Remember Old Brack!

San Antonio’s municipal masterpiece is a must-play.

Given the Lone Star State’s unofficial motto – “Bigger is Better” – it perhaps shouldn’t come as too big a surprise to learn that four of its cities are listed among the 11 most populous in the United States. But did you know that San Antonio is actually the seventh largest in the nation?

Not only is it bigger than Dallas which, since the days of J.R. Ewing and the hapless Cliff Barnes, has always been the place I associated with oversized everything (hats, cars, offices steaks, hair), it’s also significantly more populous than more recognizable cities like San Francisco, Detroit, Boston, Seattle, and yes, Denver.

What’s also a little unexpected perhaps is the variety and quality of the golf on offer. It might not be considered quite as well off for public courses as near neighbor Austin, but there’s more than enough good golf in San Antonio to fill a week.

If magazine-friendly courses with gps-enabled carts and Nordstrom-like pro shops are your thing then you’ll find what you’re looking for at the Westin La Cantera, Hyatt Hill Country, TPC San Antonio, The Quarry, Briggs Ranch and one or two others, but if budget is your main consideration you have a number of options on the Alamo City Golf Trail, including what I reckon is the city’s most interesting and enjoyable round – Brackenridge Park.

To be honest, if I had $120 in my pocket, I’d play this municipally-owned course twice rather than a flashier course once.

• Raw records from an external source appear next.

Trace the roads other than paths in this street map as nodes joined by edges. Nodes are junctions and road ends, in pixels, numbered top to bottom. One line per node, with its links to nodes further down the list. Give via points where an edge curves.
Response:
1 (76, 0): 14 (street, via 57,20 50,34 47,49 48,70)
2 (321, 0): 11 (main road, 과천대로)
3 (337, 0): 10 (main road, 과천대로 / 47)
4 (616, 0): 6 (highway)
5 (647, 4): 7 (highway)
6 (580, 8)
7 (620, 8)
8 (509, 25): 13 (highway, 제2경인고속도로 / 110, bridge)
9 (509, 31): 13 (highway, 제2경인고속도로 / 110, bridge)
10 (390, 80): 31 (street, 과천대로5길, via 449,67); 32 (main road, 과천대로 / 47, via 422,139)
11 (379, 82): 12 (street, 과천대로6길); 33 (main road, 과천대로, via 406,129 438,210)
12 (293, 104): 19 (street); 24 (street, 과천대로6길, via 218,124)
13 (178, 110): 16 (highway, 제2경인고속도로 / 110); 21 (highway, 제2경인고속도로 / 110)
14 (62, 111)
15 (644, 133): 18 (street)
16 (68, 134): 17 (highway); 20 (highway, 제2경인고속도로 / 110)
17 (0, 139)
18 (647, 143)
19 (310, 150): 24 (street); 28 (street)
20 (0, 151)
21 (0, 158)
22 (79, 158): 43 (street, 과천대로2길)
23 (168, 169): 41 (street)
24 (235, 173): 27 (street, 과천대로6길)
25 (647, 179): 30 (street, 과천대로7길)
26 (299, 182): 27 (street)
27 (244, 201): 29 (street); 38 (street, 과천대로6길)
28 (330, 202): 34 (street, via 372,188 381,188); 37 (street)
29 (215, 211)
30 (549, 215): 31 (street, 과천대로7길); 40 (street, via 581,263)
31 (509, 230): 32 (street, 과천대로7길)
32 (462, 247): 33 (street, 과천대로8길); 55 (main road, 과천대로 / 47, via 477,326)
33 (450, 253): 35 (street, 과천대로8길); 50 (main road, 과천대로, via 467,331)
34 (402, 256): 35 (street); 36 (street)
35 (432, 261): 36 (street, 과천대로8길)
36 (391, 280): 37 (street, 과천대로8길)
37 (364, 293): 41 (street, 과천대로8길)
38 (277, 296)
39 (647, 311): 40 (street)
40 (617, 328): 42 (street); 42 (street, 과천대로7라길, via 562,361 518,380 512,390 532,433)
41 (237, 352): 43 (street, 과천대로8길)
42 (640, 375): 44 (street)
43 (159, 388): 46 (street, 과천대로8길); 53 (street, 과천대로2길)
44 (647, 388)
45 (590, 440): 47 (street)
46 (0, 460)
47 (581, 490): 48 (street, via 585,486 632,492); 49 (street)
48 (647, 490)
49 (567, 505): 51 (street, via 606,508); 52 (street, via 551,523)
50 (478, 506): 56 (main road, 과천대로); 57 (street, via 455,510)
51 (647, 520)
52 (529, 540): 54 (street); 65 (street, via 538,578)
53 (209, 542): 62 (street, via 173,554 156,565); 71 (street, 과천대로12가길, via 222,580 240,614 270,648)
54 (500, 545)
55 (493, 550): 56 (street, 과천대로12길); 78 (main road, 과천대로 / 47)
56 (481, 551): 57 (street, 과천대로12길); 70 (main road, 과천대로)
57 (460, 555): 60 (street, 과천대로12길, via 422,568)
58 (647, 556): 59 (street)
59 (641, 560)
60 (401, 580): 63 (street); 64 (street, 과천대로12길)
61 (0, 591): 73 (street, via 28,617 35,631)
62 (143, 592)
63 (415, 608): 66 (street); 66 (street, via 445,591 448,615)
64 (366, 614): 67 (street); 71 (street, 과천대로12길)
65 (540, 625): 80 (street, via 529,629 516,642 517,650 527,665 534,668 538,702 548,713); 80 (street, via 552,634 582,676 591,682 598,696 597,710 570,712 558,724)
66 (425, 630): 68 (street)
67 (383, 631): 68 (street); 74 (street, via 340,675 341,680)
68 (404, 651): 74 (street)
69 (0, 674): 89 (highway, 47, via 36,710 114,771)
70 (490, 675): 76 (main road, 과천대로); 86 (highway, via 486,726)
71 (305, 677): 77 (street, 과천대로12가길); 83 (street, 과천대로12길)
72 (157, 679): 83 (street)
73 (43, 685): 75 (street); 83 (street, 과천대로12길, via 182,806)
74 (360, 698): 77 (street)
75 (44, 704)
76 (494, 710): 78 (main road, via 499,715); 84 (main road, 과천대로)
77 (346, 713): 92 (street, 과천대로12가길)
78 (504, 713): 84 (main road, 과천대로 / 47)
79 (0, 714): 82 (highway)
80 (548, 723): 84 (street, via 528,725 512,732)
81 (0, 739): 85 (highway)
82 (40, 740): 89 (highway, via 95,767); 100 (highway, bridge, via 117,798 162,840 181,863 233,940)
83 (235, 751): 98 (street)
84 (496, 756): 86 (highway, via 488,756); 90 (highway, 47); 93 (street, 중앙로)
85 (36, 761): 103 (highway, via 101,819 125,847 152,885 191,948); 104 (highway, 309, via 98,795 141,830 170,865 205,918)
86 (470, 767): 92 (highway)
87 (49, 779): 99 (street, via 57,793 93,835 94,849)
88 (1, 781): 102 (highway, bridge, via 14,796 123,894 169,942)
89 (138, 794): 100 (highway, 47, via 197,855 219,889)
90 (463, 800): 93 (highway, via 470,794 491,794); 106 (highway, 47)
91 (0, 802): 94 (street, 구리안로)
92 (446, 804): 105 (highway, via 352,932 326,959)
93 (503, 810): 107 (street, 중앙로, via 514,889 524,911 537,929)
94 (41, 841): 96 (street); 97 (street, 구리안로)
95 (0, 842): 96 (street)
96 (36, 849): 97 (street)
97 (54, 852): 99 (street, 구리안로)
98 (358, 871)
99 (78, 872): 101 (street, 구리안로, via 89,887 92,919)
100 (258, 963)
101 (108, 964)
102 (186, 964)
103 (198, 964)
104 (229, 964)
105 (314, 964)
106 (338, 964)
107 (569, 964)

Just two and a half miles from downtown and part of a 343-acre park donated to the city by banker, philanthropist, and University of Texas Regent George Brackenridge, “Old Brack” was designed by the great A.W. Tillinghast and opened in 1916. In 1968, the heathens in the road-planning department decided to take US 281 right through the back nine meaning ten acres were lost and sections of the San Antonio River that flowed through the course filled in. Parks and Rec employee George Hoffman and course manager Murray Brooks redesigned a shorter, and altogether less appealing back nine.

Sometime in 2006-7, the City of San Antonio and its Municipal Golf Association (MGA) decided to form the Alamo Golf Trail with Brackenridge Park as the main attraction. Ten architects were interviewed to modernize the course, and in the end Texas native John Colligan and associate Trey Kemp were awarded the work. The MGA asked Colligan for a renovation, but Colligan thought the course, and Tillinghast, deserved better.

“We felt it was our duty as stewards of the game and its history to do more,” he says. “So we presented the MGA with a plan to restore the course to its original luster with the help of the old survey showing the position of the original greens, tees, bunkers, and fairways, and which Trey laid over a 2006 aerial of the course.”

Thankfully, the MGA saw the merit of Colligan’s proposal and gave him $7.5m to bring about the transformation. The river was reinstated, old bridges re-opened, and 15 of Tillinghast’s 18 holes revived, six of them with square greens that were quite popular during the early part of the 20th century.

Brackenridge Park reopened for play on December 1st 2008 and drew praise from all corners. Don’t leave San Antonio without playing it.